§ How to complete this task
Which lines in the listing below contain the word "Volodymyra"? Copy each one.

§ Data excerpts
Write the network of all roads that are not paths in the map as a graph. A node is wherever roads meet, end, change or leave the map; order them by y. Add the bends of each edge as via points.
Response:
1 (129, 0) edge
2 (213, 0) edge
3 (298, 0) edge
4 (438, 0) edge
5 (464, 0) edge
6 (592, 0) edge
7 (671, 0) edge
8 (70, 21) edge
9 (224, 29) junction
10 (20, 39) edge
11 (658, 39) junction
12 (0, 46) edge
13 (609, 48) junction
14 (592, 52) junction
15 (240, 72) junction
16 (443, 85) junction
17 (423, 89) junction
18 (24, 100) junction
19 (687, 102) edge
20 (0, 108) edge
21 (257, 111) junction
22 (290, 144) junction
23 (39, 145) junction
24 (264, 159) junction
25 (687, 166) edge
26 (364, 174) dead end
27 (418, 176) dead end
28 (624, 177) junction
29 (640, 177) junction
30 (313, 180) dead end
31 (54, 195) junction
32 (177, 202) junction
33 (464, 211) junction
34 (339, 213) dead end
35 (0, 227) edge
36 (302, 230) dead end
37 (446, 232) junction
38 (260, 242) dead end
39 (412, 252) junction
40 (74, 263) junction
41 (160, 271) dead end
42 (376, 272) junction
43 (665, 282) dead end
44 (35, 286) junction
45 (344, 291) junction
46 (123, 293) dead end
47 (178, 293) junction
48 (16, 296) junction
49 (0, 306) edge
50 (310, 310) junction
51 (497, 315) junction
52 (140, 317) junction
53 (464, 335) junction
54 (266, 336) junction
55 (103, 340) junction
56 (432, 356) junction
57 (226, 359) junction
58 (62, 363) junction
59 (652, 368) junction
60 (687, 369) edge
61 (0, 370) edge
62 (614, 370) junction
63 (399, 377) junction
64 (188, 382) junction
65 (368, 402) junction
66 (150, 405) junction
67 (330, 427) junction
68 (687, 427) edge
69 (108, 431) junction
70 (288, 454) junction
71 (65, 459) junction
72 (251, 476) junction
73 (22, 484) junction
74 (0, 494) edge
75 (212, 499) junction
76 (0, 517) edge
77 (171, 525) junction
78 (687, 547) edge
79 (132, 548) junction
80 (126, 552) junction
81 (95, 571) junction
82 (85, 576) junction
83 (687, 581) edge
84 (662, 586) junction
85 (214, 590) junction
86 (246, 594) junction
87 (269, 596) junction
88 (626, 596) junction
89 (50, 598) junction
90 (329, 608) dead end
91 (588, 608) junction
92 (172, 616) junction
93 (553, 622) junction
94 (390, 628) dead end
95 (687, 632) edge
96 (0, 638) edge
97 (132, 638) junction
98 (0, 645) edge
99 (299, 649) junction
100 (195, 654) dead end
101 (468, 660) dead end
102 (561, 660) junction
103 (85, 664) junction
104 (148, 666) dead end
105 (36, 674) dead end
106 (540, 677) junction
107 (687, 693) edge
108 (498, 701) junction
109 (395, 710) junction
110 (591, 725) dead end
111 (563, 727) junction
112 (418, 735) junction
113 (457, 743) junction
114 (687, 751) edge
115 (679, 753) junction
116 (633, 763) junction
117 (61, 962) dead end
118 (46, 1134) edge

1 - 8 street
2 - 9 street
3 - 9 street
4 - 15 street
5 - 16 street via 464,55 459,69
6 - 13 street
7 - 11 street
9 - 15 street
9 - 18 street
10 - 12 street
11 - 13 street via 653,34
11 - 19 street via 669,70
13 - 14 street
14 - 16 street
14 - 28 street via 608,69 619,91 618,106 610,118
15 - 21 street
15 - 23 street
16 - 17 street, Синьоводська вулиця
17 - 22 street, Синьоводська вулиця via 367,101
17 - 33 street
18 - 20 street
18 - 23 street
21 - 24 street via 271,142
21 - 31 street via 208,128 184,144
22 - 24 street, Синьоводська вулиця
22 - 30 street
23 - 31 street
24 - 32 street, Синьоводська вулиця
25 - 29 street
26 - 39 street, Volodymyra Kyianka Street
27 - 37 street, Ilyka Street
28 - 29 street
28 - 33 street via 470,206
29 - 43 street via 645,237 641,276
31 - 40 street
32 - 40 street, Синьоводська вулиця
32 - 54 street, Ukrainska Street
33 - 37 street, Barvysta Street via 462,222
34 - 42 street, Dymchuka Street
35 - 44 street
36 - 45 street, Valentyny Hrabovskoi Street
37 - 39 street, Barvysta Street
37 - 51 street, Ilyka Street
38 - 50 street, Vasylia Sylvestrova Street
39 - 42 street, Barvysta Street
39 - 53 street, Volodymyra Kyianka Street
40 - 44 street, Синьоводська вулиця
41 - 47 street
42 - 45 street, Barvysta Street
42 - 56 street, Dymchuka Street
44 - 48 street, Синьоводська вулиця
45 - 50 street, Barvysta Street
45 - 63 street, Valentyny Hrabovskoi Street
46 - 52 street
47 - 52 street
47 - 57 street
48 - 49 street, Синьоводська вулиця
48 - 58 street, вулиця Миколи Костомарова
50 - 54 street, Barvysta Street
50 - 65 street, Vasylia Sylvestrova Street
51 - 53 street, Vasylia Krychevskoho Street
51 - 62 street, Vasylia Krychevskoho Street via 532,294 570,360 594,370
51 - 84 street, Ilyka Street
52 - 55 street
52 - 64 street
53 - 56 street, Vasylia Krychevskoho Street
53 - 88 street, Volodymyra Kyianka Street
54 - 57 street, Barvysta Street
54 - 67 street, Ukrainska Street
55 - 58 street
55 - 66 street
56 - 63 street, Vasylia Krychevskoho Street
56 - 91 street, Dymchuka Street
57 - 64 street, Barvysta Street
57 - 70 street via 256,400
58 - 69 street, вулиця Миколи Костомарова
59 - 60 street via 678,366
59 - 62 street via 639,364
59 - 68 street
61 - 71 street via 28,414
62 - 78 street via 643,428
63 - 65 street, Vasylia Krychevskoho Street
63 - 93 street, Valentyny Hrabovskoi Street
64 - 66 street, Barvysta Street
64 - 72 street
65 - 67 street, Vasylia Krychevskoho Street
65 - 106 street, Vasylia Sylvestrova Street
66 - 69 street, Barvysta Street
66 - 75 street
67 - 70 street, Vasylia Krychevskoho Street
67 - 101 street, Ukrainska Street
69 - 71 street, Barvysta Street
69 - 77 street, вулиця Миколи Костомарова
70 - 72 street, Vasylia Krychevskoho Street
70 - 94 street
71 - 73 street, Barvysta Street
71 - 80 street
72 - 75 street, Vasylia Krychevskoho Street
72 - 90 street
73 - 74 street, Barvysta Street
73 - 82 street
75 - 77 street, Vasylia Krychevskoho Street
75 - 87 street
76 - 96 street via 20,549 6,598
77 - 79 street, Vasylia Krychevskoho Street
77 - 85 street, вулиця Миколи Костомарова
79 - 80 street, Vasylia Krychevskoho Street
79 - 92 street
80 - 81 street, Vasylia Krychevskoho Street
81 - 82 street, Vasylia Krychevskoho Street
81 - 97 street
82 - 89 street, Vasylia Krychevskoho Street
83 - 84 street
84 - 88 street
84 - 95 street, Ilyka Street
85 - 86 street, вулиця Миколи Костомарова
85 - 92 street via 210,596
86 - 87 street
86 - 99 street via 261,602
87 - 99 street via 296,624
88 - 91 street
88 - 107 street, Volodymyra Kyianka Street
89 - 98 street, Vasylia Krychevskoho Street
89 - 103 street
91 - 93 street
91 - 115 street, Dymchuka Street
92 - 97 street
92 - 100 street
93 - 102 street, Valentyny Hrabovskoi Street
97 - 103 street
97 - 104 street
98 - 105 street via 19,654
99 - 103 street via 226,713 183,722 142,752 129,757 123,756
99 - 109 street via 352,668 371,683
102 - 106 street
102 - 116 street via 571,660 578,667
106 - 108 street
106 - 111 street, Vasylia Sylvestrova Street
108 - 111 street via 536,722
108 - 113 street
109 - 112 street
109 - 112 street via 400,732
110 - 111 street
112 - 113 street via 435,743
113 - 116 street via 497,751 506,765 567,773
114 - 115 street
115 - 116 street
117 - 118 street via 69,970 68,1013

§ Solution
26 - 39 street, Volodymyra Kyianka Street
39 - 53 street, Volodymyra Kyianka Street
53 - 88 street, Volodymyra Kyianka Street
88 - 107 street, Volodymyra Kyianka Street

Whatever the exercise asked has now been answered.